Saved entries
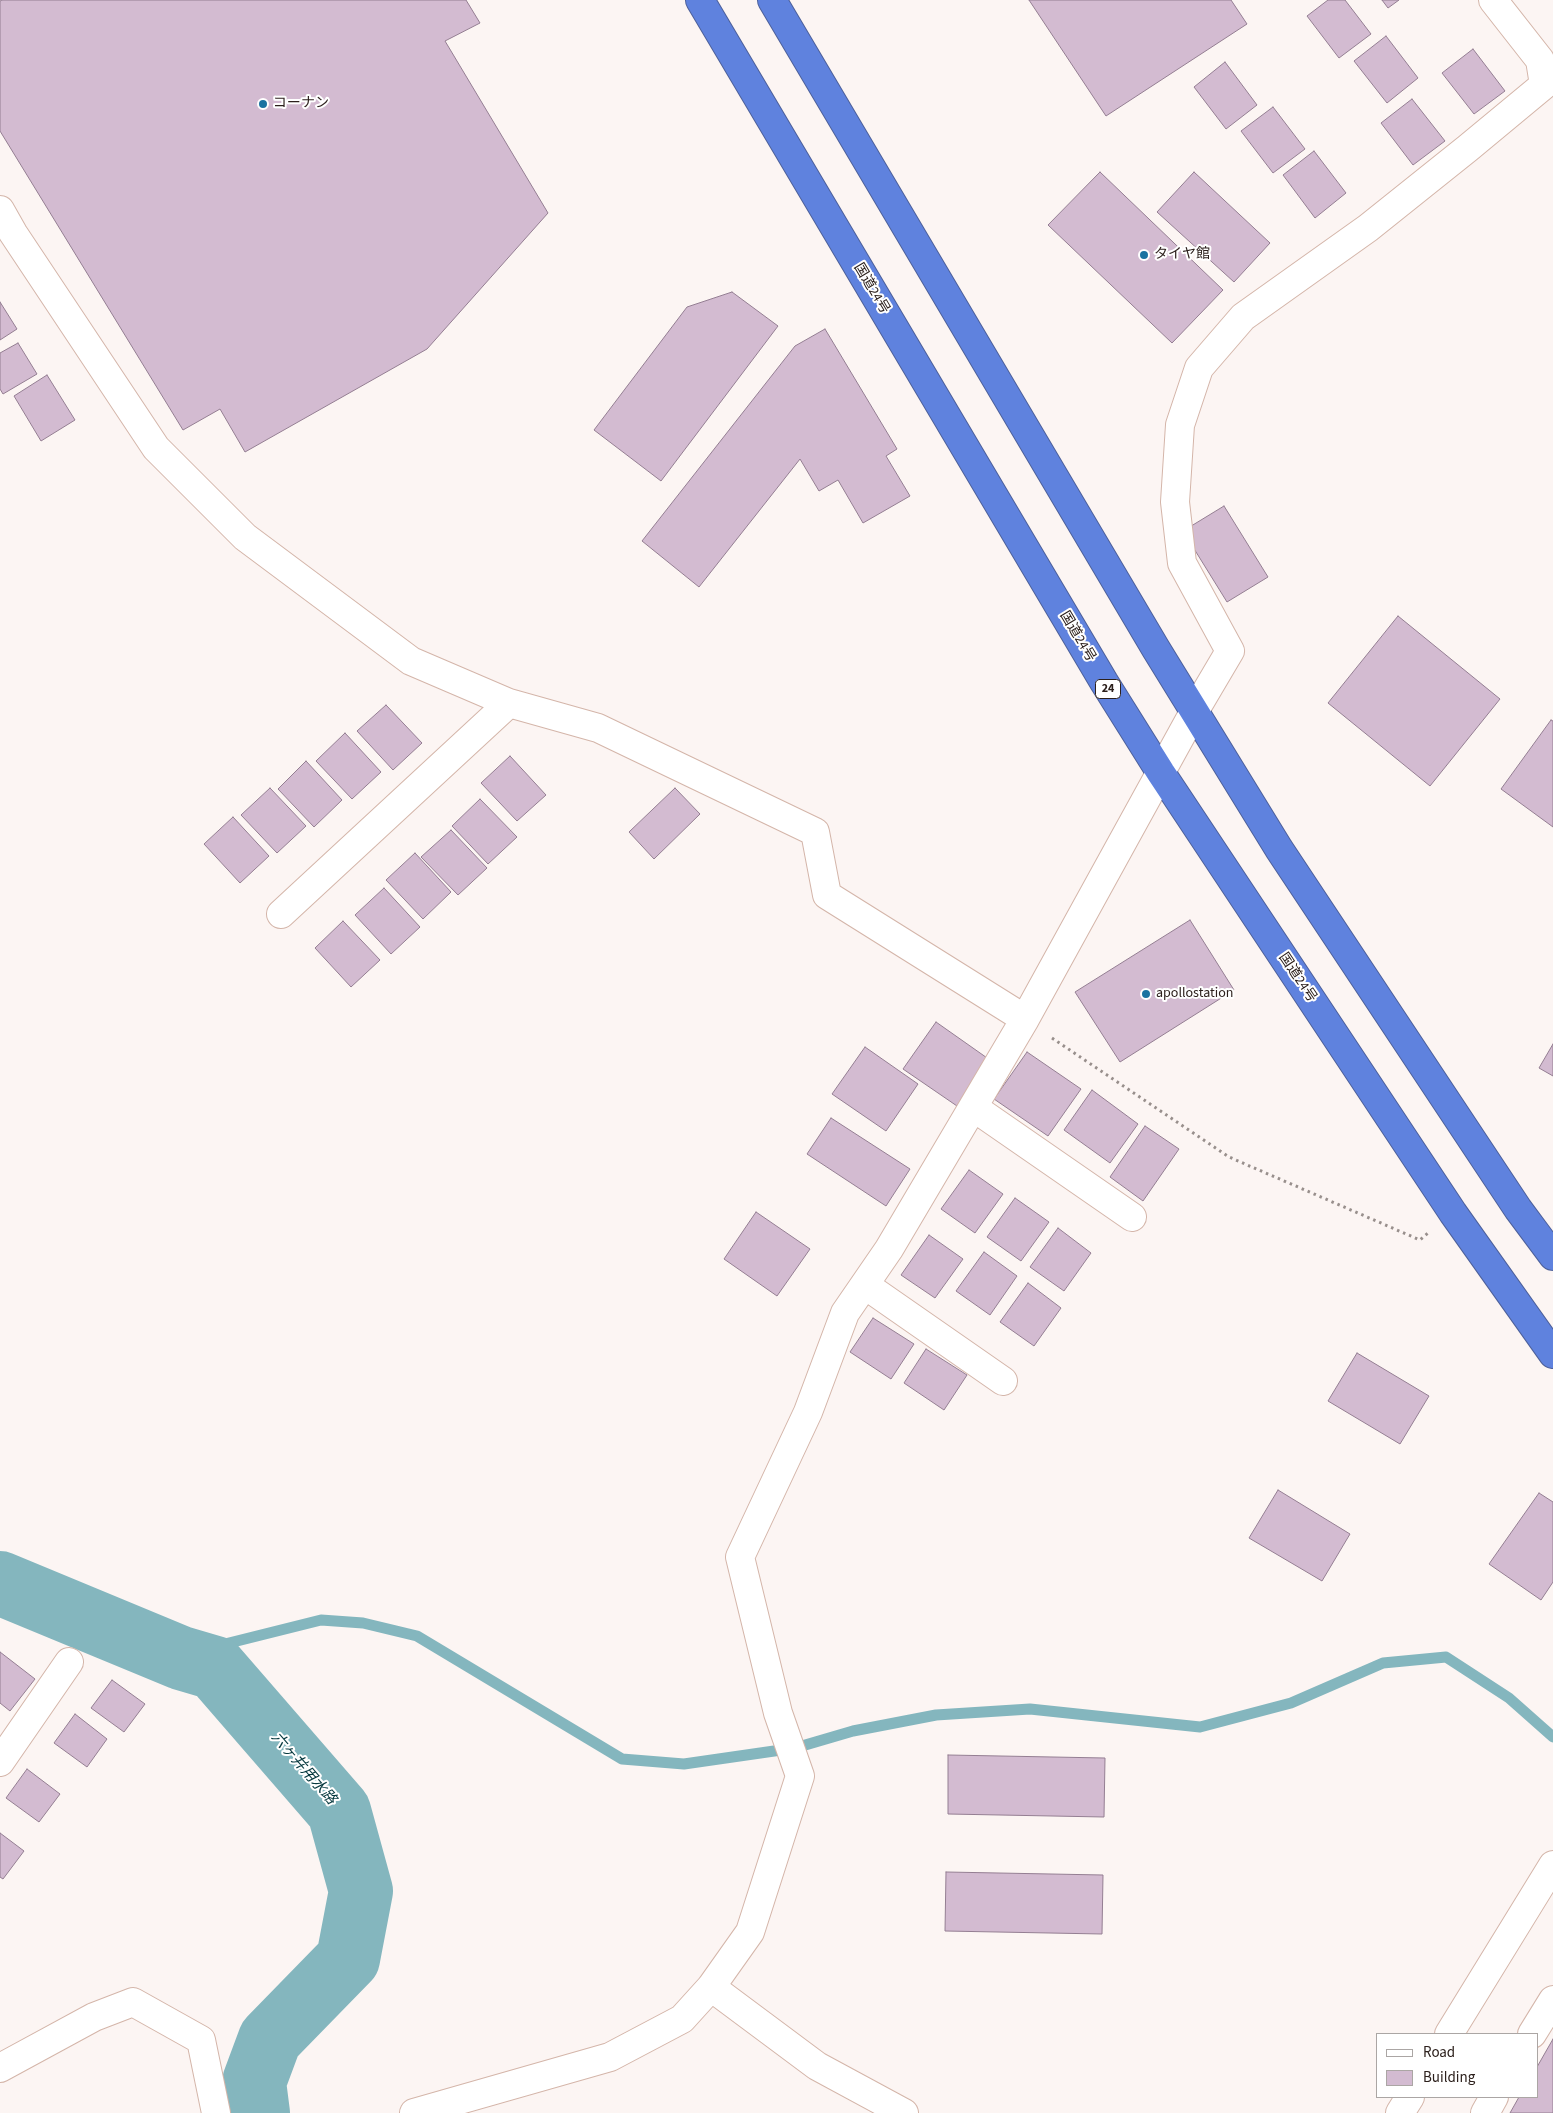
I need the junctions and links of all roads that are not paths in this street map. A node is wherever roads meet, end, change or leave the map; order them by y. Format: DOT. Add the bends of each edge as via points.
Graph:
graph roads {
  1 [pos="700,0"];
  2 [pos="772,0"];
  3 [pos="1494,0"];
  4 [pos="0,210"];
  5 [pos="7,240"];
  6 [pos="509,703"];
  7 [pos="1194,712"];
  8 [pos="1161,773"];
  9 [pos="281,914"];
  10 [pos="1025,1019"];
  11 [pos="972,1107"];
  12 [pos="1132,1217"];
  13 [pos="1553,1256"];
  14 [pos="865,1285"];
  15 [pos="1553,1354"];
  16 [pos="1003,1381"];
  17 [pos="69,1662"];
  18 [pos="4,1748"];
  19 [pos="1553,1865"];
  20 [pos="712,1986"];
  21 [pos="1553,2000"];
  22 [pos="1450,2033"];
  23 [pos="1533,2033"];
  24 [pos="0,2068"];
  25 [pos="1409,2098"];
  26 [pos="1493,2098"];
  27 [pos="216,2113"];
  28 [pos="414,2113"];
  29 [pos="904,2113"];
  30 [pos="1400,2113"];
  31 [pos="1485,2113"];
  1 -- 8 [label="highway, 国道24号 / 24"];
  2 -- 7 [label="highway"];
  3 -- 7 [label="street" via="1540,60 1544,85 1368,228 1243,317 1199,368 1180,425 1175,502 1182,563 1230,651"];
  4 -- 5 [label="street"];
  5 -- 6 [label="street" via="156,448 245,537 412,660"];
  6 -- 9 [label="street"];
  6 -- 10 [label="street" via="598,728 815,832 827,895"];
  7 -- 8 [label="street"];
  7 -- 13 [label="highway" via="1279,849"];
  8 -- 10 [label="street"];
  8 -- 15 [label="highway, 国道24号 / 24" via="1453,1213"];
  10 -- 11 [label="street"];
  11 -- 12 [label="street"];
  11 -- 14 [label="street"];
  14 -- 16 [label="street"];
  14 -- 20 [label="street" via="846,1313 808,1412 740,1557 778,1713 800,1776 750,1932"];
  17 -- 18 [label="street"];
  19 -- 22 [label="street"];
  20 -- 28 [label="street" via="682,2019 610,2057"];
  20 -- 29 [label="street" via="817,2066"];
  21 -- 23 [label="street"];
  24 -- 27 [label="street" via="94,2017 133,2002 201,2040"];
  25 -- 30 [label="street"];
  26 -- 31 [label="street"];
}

# Task directions:
All of the data above should be transcribed verbatim, with pictures omitted.

# Problem solution:
I need the junctions and links of all roads that are not paths in this street map. A node is wherever roads meet, end, change or leave the map; order them by y. Format: DOT. Add the bends of each edge as via points.
Graph:
graph roads {
  1 [pos="700,0"];
  2 [pos="772,0"];
  3 [pos="1494,0"];
  4 [pos="0,210"];
  5 [pos="7,240"];
  6 [pos="509,703"];
  7 [pos="1194,712"];
  8 [pos="1161,773"];
  9 [pos="281,914"];
  10 [pos="1025,1019"];
  11 [pos="972,1107"];
  12 [pos="1132,1217"];
  13 [pos="1553,1256"];
  14 [pos="865,1285"];
  15 [pos="1553,1354"];
  16 [pos="1003,1381"];
  17 [pos="69,1662"];
  18 [pos="4,1748"];
  19 [pos="1553,1865"];
  20 [pos="712,1986"];
  21 [pos="1553,2000"];
  22 [pos="1450,2033"];
  23 [pos="1533,2033"];
  24 [pos="0,2068"];
  25 [pos="1409,2098"];
  26 [pos="1493,2098"];
  27 [pos="216,2113"];
  28 [pos="414,2113"];
  29 [pos="904,2113"];
  30 [pos="1400,2113"];
  31 [pos="1485,2113"];
  1 -- 8 [label="highway, 国道24号 / 24"];
  2 -- 7 [label="highway"];
  3 -- 7 [label="street" via="1540,60 1544,85 1368,228 1243,317 1199,368 1180,425 1175,502 1182,563 1230,651"];
  4 -- 5 [label="street"];
  5 -- 6 [label="street" via="156,448 245,537 412,660"];
  6 -- 9 [label="street"];
  6 -- 10 [label="street" via="598,728 815,832 827,895"];
  7 -- 8 [label="street"];
  7 -- 13 [label="highway" via="1279,849"];
  8 -- 10 [label="street"];
  8 -- 15 [label="highway, 国道24号 / 24" via="1453,1213"];
  10 -- 11 [label="street"];
  11 -- 12 [label="street"];
  11 -- 14 [label="street"];
  14 -- 16 [label="street"];
  14 -- 20 [label="street" via="846,1313 808,1412 740,1557 778,1713 800,1776 750,1932"];
  17 -- 18 [label="street"];
  19 -- 22 [label="street"];
  20 -- 28 [label="street" via="682,2019 610,2057"];
  20 -- 29 [label="street" via="817,2066"];
  21 -- 23 [label="street"];
  24 -- 27 [label="street" via="94,2017 133,2002 201,2040"];
  25 -- 30 [label="street"];
  26 -- 31 [label="street"];
}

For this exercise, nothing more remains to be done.